§ DATASET

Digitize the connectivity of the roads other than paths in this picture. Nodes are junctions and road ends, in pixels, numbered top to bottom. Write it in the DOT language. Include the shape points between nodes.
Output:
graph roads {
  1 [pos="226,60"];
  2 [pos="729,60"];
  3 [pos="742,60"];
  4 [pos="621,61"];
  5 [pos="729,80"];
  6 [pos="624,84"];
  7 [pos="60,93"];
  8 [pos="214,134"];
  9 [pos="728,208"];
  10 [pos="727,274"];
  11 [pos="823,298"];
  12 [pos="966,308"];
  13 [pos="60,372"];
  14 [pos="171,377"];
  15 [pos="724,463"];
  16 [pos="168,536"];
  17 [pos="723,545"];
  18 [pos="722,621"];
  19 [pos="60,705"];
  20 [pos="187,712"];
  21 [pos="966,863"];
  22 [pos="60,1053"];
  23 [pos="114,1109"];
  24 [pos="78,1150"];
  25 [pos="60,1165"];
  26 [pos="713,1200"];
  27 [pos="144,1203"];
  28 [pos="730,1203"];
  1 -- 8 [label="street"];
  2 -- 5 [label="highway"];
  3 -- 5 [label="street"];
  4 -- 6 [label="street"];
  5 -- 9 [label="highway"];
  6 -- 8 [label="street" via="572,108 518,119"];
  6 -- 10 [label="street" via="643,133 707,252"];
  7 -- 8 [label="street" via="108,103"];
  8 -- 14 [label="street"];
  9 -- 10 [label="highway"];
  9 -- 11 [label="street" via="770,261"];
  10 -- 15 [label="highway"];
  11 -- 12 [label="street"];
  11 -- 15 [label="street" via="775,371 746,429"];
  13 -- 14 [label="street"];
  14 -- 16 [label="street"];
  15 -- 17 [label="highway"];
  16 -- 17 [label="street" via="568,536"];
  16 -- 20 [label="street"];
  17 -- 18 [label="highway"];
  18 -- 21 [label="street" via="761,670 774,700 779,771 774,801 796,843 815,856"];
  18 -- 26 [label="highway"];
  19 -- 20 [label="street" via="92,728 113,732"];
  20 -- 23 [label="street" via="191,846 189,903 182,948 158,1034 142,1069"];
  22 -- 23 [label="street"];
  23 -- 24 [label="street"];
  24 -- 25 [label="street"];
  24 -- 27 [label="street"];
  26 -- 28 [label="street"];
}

§ YOUR OBJECTIVE
Word for word, write out each of the records above.

§ ANSWER TO THIS PROBLEM
Digitize the connectivity of the roads other than paths in this picture. Nodes are junctions and road ends, in pixels, numbered top to bottom. Write it in the DOT language. Include the shape points between nodes.
Output:
graph roads {
  1 [pos="226,60"];
  2 [pos="729,60"];
  3 [pos="742,60"];
  4 [pos="621,61"];
  5 [pos="729,80"];
  6 [pos="624,84"];
  7 [pos="60,93"];
  8 [pos="214,134"];
  9 [pos="728,208"];
  10 [pos="727,274"];
  11 [pos="823,298"];
  12 [pos="966,308"];
  13 [pos="60,372"];
  14 [pos="171,377"];
  15 [pos="724,463"];
  16 [pos="168,536"];
  17 [pos="723,545"];
  18 [pos="722,621"];
  19 [pos="60,705"];
  20 [pos="187,712"];
  21 [pos="966,863"];
  22 [pos="60,1053"];
  23 [pos="114,1109"];
  24 [pos="78,1150"];
  25 [pos="60,1165"];
  26 [pos="713,1200"];
  27 [pos="144,1203"];
  28 [pos="730,1203"];
  1 -- 8 [label="street"];
  2 -- 5 [label="highway"];
  3 -- 5 [label="street"];
  4 -- 6 [label="street"];
  5 -- 9 [label="highway"];
  6 -- 8 [label="street" via="572,108 518,119"];
  6 -- 10 [label="street" via="643,133 707,252"];
  7 -- 8 [label="street" via="108,103"];
  8 -- 14 [label="street"];
  9 -- 10 [label="highway"];
  9 -- 11 [label="street" via="770,261"];
  10 -- 15 [label="highway"];
  11 -- 12 [label="street"];
  11 -- 15 [label="street" via="775,371 746,429"];
  13 -- 14 [label="street"];
  14 -- 16 [label="street"];
  15 -- 17 [label="highway"];
  16 -- 17 [label="street" via="568,536"];
  16 -- 20 [label="street"];
  17 -- 18 [label="highway"];
  18 -- 21 [label="street" via="761,670 774,700 779,771 774,801 796,843 815,856"];
  18 -- 26 [label="highway"];
  19 -- 20 [label="street" via="92,728 113,732"];
  20 -- 23 [label="street" via="191,846 189,903 182,948 158,1034 142,1069"];
  22 -- 23 [label="street"];
  23 -- 24 [label="street"];
  24 -- 25 [label="street"];
  24 -- 27 [label="street"];
  26 -- 28 [label="street"];
}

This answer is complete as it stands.